We can learn from past mistakes

By Pamela Montgomery

As a child growing up in Los Angeles during the 1950s and 1960s, I witnessed the overdevelopment and deterioration of huge areas of land. From San Diego to the San Fernando Valley, urbanization proceeded at a reckless pace. Little or no thought was given to the long-term effects of such developments--pollution, traffic, environmental destruction, the diminished quality of life of people isolated from natural surroundings.

I moved to the Bay Area in 1968 and was delighted by the orchards, vegetation and open spaces still existing among developed lands. I soon realized, however, that the process I had seen in Southern California was occurring rapidly in this region as well. City planners and local governments did not seem to have learned from what had happened elsewhere.

Wallace Stegner, in his forward to the book Passing Farms: Enduring Values, chronicles this loss:

"We heard how many thousands of acres annually were going out of orchards and into subdivisions and shopping centers, we watched the electronics factories spring up like mushrooms from Redwood City to San Jose, and we did not in the least realize or understand the magnitude of the transformation. Then one spring we drove through and the endless froth of blossoms was no more than local patches. One summer we found that there were no longer any orchards where we could pick our own apricots at a pittance a pailful. The valley was cut by tangles of freeways, we no longer knew the way to anywhere. . . .

"The moral is that, given a second chance anywhere else, our migratory people might do a little better, save a little more, develop institutions and tax laws that would permit the saving of productive and edenic valleys like that of Santa Clara from what happened here." (Jacobson, 1984, x-xi).

Saratoga still retains some of the beauty lost in nearby cities--open spaces, majestic trees, natural creeks, scenic hillsides. Unfortunately, this community is not immune from the forces that have destroyed the balance between development and preservation elsewhere. There is a tremendous push to change current zoning policies so that residential and open-space land can be converted to commercial or high-density residential developments.

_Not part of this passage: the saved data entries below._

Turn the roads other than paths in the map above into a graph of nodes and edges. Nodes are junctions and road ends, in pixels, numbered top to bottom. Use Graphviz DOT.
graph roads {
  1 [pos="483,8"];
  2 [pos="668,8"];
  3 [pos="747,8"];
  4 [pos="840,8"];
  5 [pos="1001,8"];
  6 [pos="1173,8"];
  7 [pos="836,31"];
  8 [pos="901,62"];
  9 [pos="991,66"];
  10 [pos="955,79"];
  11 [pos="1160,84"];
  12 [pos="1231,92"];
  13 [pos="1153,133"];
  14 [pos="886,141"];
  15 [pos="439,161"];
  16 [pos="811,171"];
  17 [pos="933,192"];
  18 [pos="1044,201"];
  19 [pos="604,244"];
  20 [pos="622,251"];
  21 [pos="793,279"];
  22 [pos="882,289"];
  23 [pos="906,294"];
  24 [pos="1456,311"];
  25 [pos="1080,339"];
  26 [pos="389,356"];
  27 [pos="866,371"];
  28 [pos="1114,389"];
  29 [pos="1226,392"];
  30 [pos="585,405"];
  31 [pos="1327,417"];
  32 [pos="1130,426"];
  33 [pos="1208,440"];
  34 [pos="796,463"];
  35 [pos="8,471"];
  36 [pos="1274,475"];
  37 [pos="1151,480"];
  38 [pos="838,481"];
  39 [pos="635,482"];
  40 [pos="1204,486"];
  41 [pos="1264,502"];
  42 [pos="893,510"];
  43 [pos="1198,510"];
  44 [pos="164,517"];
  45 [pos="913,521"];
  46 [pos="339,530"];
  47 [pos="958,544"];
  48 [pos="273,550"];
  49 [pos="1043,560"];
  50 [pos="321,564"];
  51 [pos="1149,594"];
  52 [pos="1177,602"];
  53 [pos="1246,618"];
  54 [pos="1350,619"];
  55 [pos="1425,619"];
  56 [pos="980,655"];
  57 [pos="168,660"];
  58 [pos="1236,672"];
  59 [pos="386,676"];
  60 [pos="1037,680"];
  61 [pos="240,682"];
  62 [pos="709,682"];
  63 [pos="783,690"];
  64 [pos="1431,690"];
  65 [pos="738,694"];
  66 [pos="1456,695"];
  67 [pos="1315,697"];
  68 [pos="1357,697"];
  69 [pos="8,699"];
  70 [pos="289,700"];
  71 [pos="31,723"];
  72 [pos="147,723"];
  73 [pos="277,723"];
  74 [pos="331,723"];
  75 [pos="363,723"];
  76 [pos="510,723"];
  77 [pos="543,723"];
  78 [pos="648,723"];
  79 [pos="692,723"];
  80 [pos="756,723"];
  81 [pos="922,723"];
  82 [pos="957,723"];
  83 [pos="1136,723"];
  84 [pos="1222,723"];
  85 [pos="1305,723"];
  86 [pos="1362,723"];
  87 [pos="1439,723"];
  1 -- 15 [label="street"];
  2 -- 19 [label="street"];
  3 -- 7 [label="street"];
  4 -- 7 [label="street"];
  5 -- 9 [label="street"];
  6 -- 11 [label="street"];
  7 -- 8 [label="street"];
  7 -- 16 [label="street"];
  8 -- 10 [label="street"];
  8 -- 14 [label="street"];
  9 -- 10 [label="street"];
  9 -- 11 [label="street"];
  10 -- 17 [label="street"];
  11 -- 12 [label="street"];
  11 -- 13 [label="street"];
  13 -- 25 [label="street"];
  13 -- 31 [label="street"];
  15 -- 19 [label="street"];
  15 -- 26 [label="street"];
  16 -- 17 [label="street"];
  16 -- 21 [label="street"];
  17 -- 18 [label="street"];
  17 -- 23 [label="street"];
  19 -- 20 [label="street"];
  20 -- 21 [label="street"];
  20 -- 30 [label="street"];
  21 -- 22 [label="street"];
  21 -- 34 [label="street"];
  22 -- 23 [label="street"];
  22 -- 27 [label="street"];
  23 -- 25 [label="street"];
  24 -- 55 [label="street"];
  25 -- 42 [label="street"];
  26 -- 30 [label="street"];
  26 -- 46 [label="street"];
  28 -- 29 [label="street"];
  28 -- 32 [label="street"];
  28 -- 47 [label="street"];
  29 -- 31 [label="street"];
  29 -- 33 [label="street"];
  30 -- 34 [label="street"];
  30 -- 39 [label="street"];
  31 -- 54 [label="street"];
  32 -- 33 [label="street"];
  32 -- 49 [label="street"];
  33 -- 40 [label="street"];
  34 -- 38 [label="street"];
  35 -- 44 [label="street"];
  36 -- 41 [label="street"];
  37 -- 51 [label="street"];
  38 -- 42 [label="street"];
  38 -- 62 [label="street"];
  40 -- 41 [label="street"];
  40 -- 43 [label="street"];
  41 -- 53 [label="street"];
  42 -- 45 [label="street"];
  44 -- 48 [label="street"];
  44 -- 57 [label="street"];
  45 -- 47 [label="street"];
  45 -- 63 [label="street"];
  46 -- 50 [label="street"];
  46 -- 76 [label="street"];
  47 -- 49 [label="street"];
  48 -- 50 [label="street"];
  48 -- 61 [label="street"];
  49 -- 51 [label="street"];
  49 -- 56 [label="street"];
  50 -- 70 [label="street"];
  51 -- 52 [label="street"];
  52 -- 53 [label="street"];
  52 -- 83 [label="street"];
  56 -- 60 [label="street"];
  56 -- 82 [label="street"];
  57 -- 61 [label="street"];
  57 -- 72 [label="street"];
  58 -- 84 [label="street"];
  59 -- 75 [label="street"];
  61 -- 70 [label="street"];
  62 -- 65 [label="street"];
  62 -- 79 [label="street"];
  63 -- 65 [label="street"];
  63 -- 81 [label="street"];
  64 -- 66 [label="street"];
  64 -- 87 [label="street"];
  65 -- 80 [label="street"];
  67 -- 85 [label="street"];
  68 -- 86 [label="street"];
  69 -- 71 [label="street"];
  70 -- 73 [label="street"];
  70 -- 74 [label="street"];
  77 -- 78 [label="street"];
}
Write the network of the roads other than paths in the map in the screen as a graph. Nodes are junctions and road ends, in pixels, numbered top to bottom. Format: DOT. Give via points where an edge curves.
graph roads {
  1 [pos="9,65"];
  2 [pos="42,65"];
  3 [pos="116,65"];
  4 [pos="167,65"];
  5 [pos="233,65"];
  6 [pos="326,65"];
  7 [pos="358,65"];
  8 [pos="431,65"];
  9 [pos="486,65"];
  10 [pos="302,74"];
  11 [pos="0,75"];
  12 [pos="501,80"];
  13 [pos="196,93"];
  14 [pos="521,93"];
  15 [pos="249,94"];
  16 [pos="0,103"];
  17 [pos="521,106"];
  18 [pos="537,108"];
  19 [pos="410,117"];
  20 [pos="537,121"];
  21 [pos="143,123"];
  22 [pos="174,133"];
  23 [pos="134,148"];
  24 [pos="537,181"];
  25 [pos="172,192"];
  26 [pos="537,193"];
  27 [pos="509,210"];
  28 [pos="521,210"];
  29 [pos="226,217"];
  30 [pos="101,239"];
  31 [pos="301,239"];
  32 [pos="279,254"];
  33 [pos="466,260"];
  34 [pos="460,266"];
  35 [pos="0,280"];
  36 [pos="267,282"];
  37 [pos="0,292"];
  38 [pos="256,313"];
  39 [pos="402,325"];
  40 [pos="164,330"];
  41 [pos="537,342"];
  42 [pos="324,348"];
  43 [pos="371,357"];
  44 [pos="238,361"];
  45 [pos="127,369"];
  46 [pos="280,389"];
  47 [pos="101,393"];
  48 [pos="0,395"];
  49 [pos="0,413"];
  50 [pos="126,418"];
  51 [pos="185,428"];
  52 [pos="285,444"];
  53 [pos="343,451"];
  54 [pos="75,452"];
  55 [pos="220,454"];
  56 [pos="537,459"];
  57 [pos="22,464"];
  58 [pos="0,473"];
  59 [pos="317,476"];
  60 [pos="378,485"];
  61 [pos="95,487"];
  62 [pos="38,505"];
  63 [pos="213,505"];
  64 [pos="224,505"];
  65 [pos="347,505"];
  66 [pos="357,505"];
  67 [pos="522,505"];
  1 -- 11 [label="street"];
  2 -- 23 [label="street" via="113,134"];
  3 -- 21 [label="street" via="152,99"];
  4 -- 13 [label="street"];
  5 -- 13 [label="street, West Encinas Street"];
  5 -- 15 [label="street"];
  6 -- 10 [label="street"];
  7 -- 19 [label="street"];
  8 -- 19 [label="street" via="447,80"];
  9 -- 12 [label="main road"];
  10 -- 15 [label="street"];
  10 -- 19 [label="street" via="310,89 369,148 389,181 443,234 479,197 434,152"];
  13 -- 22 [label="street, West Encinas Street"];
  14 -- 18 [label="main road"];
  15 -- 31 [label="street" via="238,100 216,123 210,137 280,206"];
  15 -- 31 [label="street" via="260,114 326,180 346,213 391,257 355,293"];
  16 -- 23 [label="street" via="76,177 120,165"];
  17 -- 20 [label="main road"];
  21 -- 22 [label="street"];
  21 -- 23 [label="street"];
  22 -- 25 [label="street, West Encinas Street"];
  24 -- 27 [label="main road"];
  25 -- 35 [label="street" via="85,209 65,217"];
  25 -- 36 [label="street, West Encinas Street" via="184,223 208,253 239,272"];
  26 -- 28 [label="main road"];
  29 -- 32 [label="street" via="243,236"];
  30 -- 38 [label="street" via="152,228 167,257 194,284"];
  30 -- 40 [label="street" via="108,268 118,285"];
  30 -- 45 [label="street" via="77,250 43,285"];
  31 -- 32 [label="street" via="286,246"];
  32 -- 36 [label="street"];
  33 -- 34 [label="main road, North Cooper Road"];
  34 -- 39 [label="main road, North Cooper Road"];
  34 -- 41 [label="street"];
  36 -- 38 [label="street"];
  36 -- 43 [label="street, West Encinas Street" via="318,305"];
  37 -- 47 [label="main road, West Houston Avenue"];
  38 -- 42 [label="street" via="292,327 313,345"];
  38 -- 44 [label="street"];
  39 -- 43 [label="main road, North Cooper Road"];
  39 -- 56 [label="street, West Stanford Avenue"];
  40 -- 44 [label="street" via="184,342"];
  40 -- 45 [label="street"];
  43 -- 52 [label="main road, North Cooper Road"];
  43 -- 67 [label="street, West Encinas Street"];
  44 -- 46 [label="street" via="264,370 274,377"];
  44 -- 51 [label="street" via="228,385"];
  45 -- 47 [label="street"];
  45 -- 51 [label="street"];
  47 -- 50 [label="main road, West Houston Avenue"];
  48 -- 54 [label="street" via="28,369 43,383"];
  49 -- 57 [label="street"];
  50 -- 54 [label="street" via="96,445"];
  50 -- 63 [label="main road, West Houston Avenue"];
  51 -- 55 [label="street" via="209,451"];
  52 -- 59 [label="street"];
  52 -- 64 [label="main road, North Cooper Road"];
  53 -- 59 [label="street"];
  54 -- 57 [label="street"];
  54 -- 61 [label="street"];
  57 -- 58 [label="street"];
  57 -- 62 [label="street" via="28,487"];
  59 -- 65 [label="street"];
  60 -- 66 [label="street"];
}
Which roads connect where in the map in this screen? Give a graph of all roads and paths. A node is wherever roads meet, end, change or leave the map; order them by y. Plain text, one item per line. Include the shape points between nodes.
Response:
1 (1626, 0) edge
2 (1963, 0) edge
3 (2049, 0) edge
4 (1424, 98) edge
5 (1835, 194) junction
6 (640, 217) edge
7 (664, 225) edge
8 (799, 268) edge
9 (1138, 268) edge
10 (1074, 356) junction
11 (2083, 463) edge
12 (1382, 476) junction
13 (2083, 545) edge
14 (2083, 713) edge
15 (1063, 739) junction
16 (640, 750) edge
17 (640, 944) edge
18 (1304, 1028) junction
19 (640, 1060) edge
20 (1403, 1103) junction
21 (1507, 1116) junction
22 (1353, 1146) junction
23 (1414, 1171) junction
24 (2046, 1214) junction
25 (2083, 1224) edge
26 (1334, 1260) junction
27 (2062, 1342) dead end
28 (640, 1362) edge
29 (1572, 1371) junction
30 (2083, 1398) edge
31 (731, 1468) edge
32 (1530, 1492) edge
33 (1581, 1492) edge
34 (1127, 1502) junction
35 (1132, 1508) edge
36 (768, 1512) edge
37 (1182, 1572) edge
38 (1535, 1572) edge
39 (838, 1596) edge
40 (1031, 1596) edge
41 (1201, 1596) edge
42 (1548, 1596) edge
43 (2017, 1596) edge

I ask myself and others if we can learn from past mistakes. Can we prevent Silicon Valley urbanization from destroying the surviving elements of Saratoga's past? Can we think of future generations as well as our own?

I believe that the Saratoga Neighborhood Preservation Initiative, Measure G, is an attempt to answer my questions affirmatively. Rather than take away homeowners' rights, I think it will protect us from the deterioration of our neighborhoods and community. The measure gives residents a voice in land-use decisions and offers the potential for conscientious planning.

Pamela Montgomery lives on Charters Avenue.

This article appeared in the Saratoga News, March 13, 1996.